I briefly consider texting one of my fellow bloggers for some inspiration, but realize they’re probably doing something way more important, like “working” or “making out with sexy local celebrities.” I go to the store to get some paper towels and toothpaste. I stop at Burger King along the way and realize the most exciting part of my day will probably be this fountain Dr. Pepper. Water coolers everywhere will be abuzz with talk of which positions I sat on the couch in last night.  (“You mean she had one leg tucked under another leg for a while, and then picked up the top leg and propped it upright on the other leg?! ) Or perhaps my ability to hold a half-eaten burger between my teeth whilst typing and only getting a little bit of ketchup on my shirt will be what your viewers are most held in suspense by. Is it going to drip? Will she notice the ketchup in time and lick it off? You’ll just have to watch to find out!

Obviously no reality show would be all that interesting without some fabricated conflict. I’m going to need a frenemy. I’m leaving this up to your producers, because I’m far too weak-willed to have a frenemy of my own. She should probably be super pretty, and really bitchy. Blonde, please. With big boobs. And she dresses like her boyfriend broke into a sorority house and stole some clothes for her. She is a blog competitor of mine, maybe for a blog called OH MAH GAWD or STUPID BETCH or So Much Prettier than You. She can come visit me, and we can get into cat fights. Hair pulling, shirt ripping, the usual shenanigans. She can get mad at me because I don’t know how to apply eye liner, and I’ll get mad at her because she stole my last three boyfriends. The only difference being that afterward you’d have about twenty minutes of footage of me crying in my bed and trying to think about how to blog that fight without coming across as a total wimp. It’s just the sort of plot twist nobody’ll expect.

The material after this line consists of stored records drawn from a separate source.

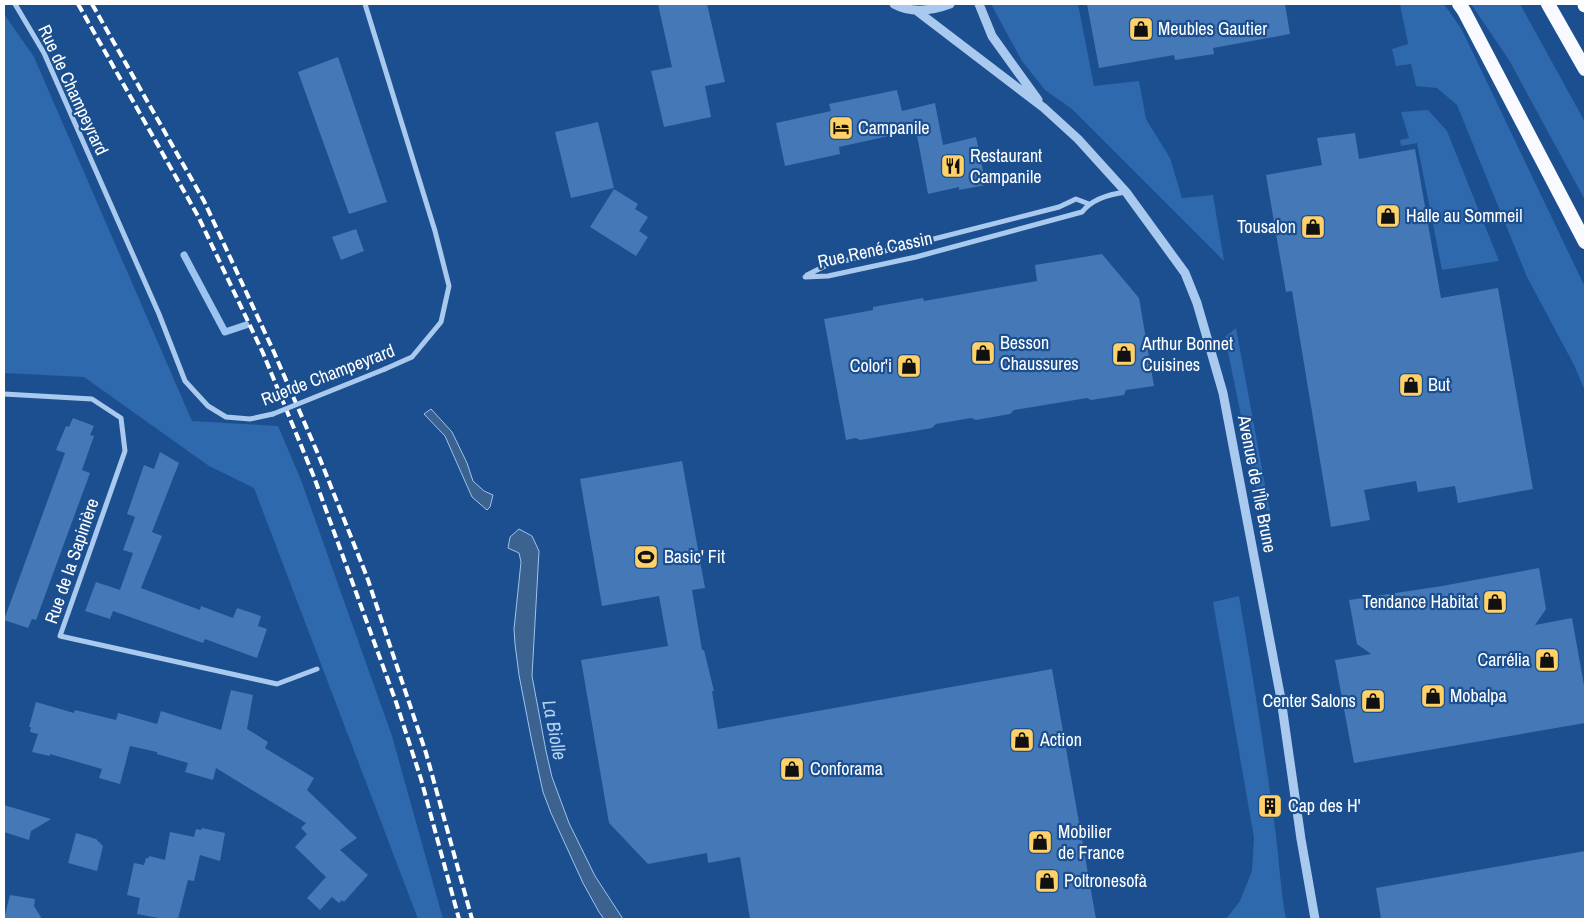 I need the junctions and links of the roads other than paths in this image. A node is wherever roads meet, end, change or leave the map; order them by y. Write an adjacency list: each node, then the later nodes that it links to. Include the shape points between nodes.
1 (15, 4): 2 (street, Rue de Champeyrard, bridge, via 44,54 159,314 185,381 208,406 226,417 250,419 272,414 412,357 442,322 449,286)
2 (365, 4)
3 (894, 4): 8 (street)
4 (950, 4): 8 (street)
5 (979, 4): 10 (street, Avenue de l'Île Brune, via 992,36)
6 (1459, 4): 13 (highway)
7 (1548, 4): 9 (highway)
8 (918, 11): 10 (street, Avenue de l'Île Brune)
9 (1585, 69)
10 (1044, 108): 11 (street, Avenue de l'Île Brune, via 1078,139)
11 (1126, 192): 12 (street, Rue René Cassin); 16 (street, Avenue de l'Île Brune, via 1184,273 1197,303 1222,392 1281,699)
12 (1088, 204): 12 (street, Rue René Cassin, via 1076,199 1059,208 827,264 805,277 828,276 916,257 1082,212)
13 (1585, 242)
14 (4, 394): 15 (street, Rue de la Sapinière, via 92,400 121,418 125,451 60,636 277,684)
15 (317, 669)
16 (1315, 919) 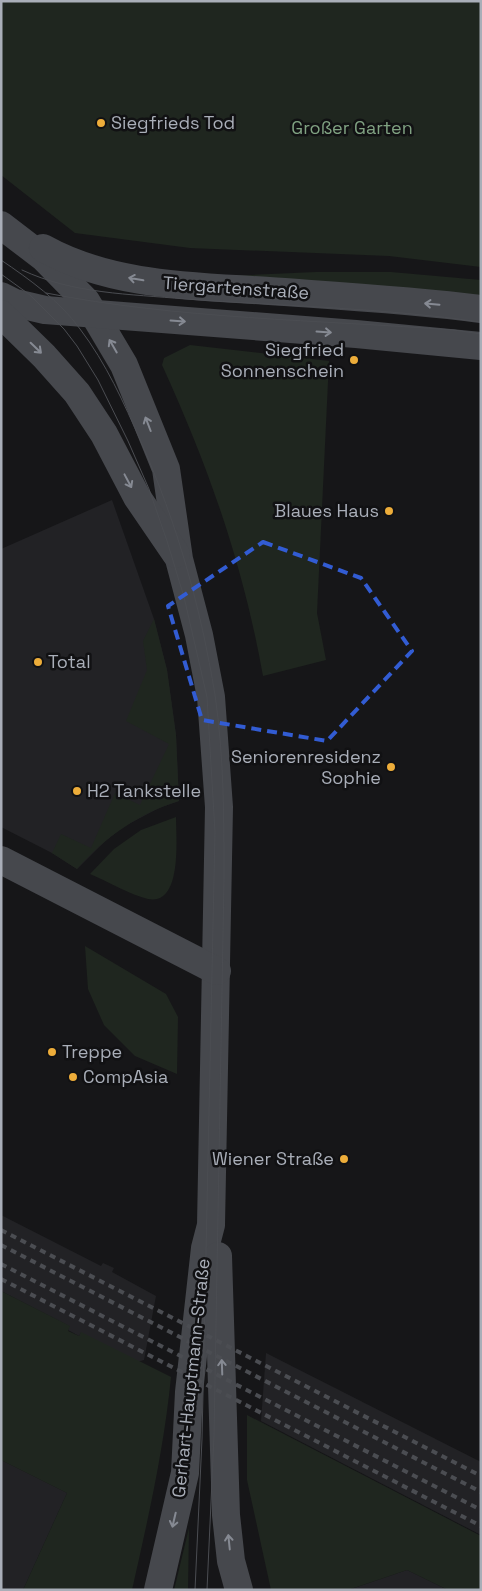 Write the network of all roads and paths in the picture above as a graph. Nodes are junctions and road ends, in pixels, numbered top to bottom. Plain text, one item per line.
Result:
1 (2, 225) edge
2 (1, 296) edge
3 (481, 309) edge
4 (1, 314) edge
5 (94, 314) junction
6 (481, 346) edge
7 (179, 559) junction
8 (1, 860) edge
9 (217, 970) junction
10 (211, 1225) junction
11 (158, 1590) edge
12 (239, 1590) edge

3 -> 1 main road, Tiergartenstraße
1 - 5 main road
2 - 5 main road, Tiergartenstraße
4 -> 7 main road
5 -> 6 main road, Tiergartenstraße
7 -> 5 main road
7 - 9 main road
8 - 9 main road
9 - 10 main road, Gerhart-Hauptmann-Straße
10 -> 11 main road, Gerhart-Hauptmann-Straße
12 -> 10 main road, Gerhart-Hauptmann-Straße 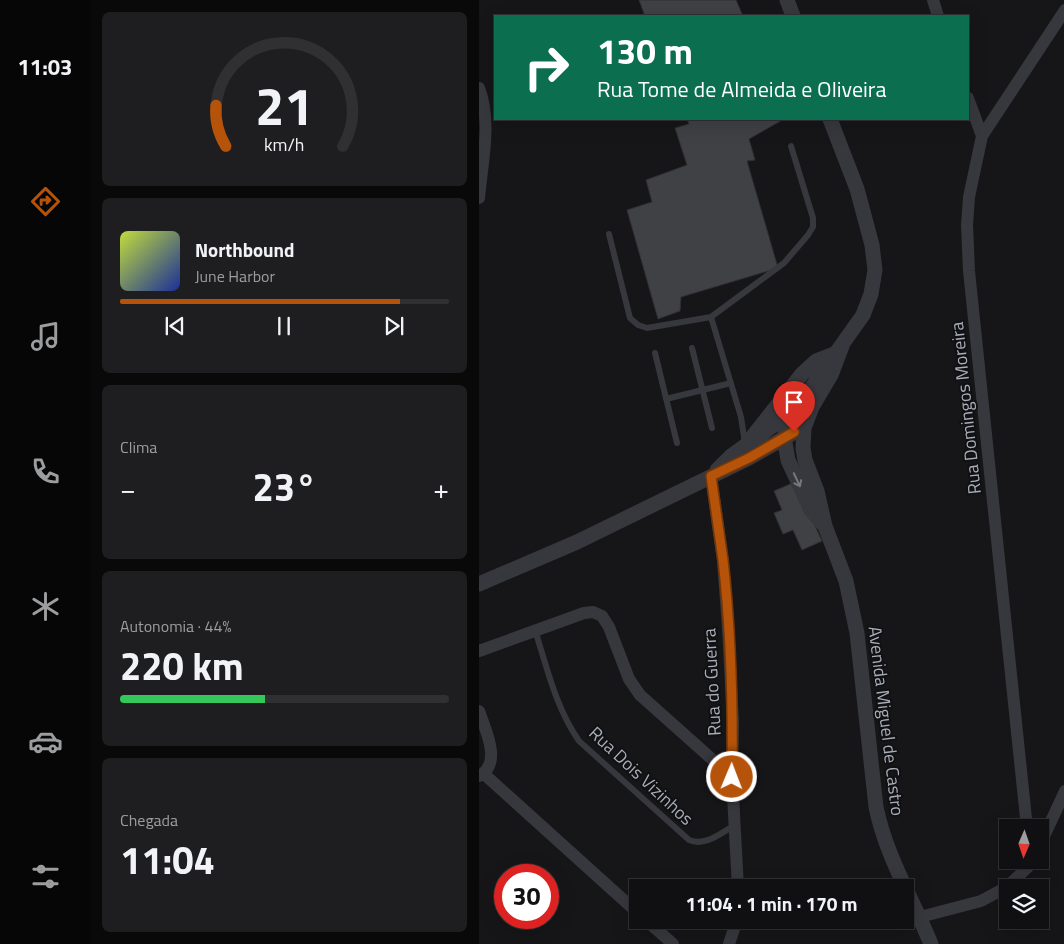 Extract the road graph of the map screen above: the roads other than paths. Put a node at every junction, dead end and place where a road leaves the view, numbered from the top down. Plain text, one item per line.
1 (787, 0) edge
2 (933, 0) edge
3 (1064, 10) edge
4 (793, 15) edge
5 (938, 15) edge
6 (479, 88) edge
7 (969, 101) edge
8 (830, 120) edge
9 (981, 136) junction
10 (791, 146) dead end
11 (479, 198) edge
12 (609, 234) dead end
13 (711, 317) junction
14 (691, 348) dead end
15 (839, 350) junction
16 (655, 353) dead end
17 (731, 383) junction
18 (702, 390) junction
19 (666, 399) junction
20 (812, 407) junction
21 (792, 415) junction
22 (712, 428) dead end
23 (804, 428) junction
24 (784, 438) junction
25 (677, 443) dead end
26 (746, 445) junction
27 (711, 476) junction
28 (825, 526) junction
29 (479, 584) edge
30 (534, 630) junction
31 (479, 651) edge
32 (479, 711) edge
33 (481, 775) edge
34 (732, 777) junction
35 (1064, 791) edge
36 (1026, 819) edge
37 (735, 825) junction
38 (1049, 825) edge
39 (1024, 869) edge
40 (738, 879) edge
41 (629, 904) edge
42 (920, 917) junction
43 (656, 929) edge
44 (734, 929) edge
45 (673, 944) edge
46 (729, 944) edge
47 (931, 944) edge

1 - 4 street
2 - 5 street
3 - 9 street, Rua Domingos Moreira
6 - 11 street
7 - 9 street
8 - 15 street, Avenida Miguel de Castro
9 - 36 street, Rua Domingos Moreira
10 - 13 lane
12 - 13 lane
13 - 17 lane
14 - 18 lane
15 - 20 street, Avenida Miguel de Castro
15 - 21 street, Avenida Miguel de Castro
15 - 26 street
16 - 19 lane
17 - 18 lane
17 - 26 lane
18 - 19 lane
18 - 22 lane
19 - 25 lane
20 - 21 street
20 - 23 street, Avenida Miguel de Castro
21 - 24 street, Avenida Miguel de Castro
21 - 26 street
23 - 24 street
23 - 28 street, Avenida Miguel de Castro
24 - 27 street
24 -> 28 street, Avenida Miguel de Castro
26 - 27 street
27 - 29 street
27 - 34 street, Rua do Guerra
28 - 42 street, Avenida Miguel de Castro
30 - 31 street
30 - 34 street
30 - 37 lane, Rua Dois Vizinhos
32 - 33 street
33 - 41 street
34 - 37 street, Rua do Guerra
35 - 38 street
37 - 40 street, Rua do Guerra
39 - 42 street
42 - 47 street, Avenida Miguel de Castro
43 - 45 street
44 - 46 street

Sure, it’s not a glamorous life. But what do you think your demographic really wants to see? Five hellish housewives whose only normal relationships are with a scalpel? Fourteen tatted dudes competing to see who can be the least douchy by the end of the season? I could bring a welcome bit of normalcy to your network. If you want to spice things up a bit, I’d be happy to pick up an Adderall habit. Or start cutting myself. So get back to me about this, Previously Was a Music Channel, because if anything it’d give me an excuse to shower earlier in the day.

Katie Sisneros exaggerated very little of that.